Eine Reitergruppe löste sich von den finsteren Bergen und jagte im Galopp heran. Die Mündungsfeuer über den Pferdehälsen beleuchteten grimmig verkantete Gesichter. Wieder warf ein Kellock-Mann die Arme hoch in die Luft und verschwand über die Hinterhand seines hochsteilenden Pferdes im Staub. Ein zweiter wurde wie von einem mächtigen Fausthieb zur Seite gerissen und konnte sich gerade noch an der Pferdemähne festkrallen. Er schrie gellend: »Eine Falle! Weg hier! Weg, sonst bringen sie uns alle um!«
Die Gäule wurden herumgerissen. In panischer Flucht stürmten die K-Star-Ranch-Leute davon. Eine dritte Salve prasselte hinter ihnen her, ohne noch Schaden anzurichten. Die Cowboys verschwanden in der Hügelkerbe, aus der sie aufgetaucht waren. Ihr rasendes Hufgetrappel verlor sich in Richtung der K-Star-Ranch.

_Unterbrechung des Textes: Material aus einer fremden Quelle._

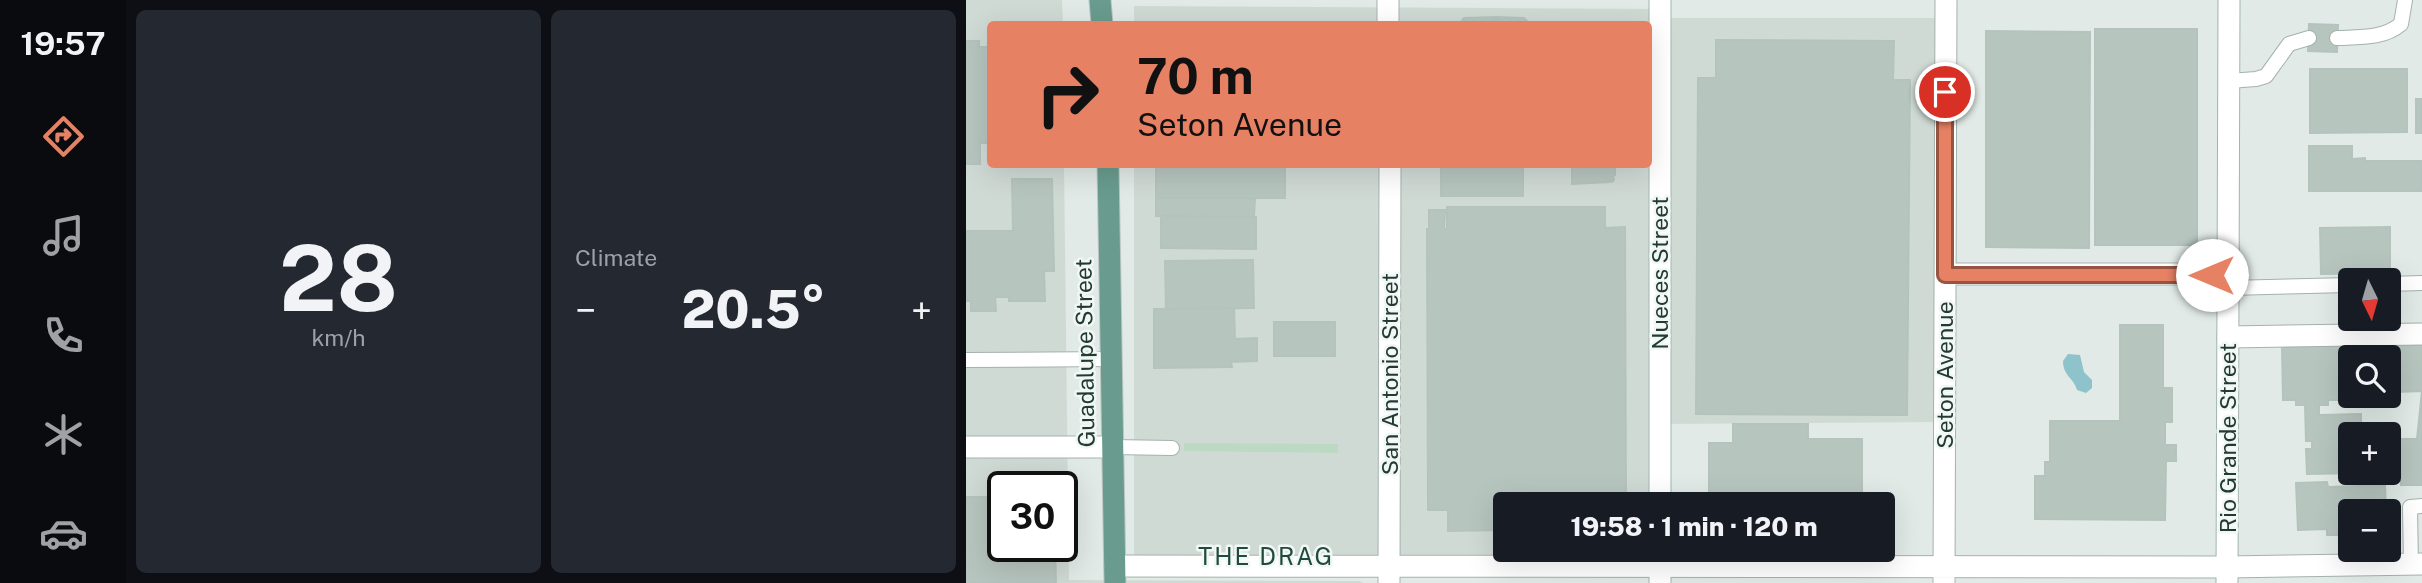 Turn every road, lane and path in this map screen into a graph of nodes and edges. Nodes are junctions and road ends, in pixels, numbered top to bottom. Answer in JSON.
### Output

Shorty schob mit zitternder Hand neue Schrotpatronen in die herabgeknickten Läufe seiner Flinte. »Jetzt fange ich tatsächlich noch an, an Wunder zu glauben!«
Mary-Lou hatte ihre Stute beruhigt und schaute mit wachsamen Augen den herantrabenden Reitern entgegen. Jim Santana ritt lächelnd auf sie zu. »Ich freue mich wahrscheinlich mehr als du, Mary-Lou, dass wir noch zur rechten Zeit gekommen sind.« Er tippte grüßend an die Krempe seines Stetsons.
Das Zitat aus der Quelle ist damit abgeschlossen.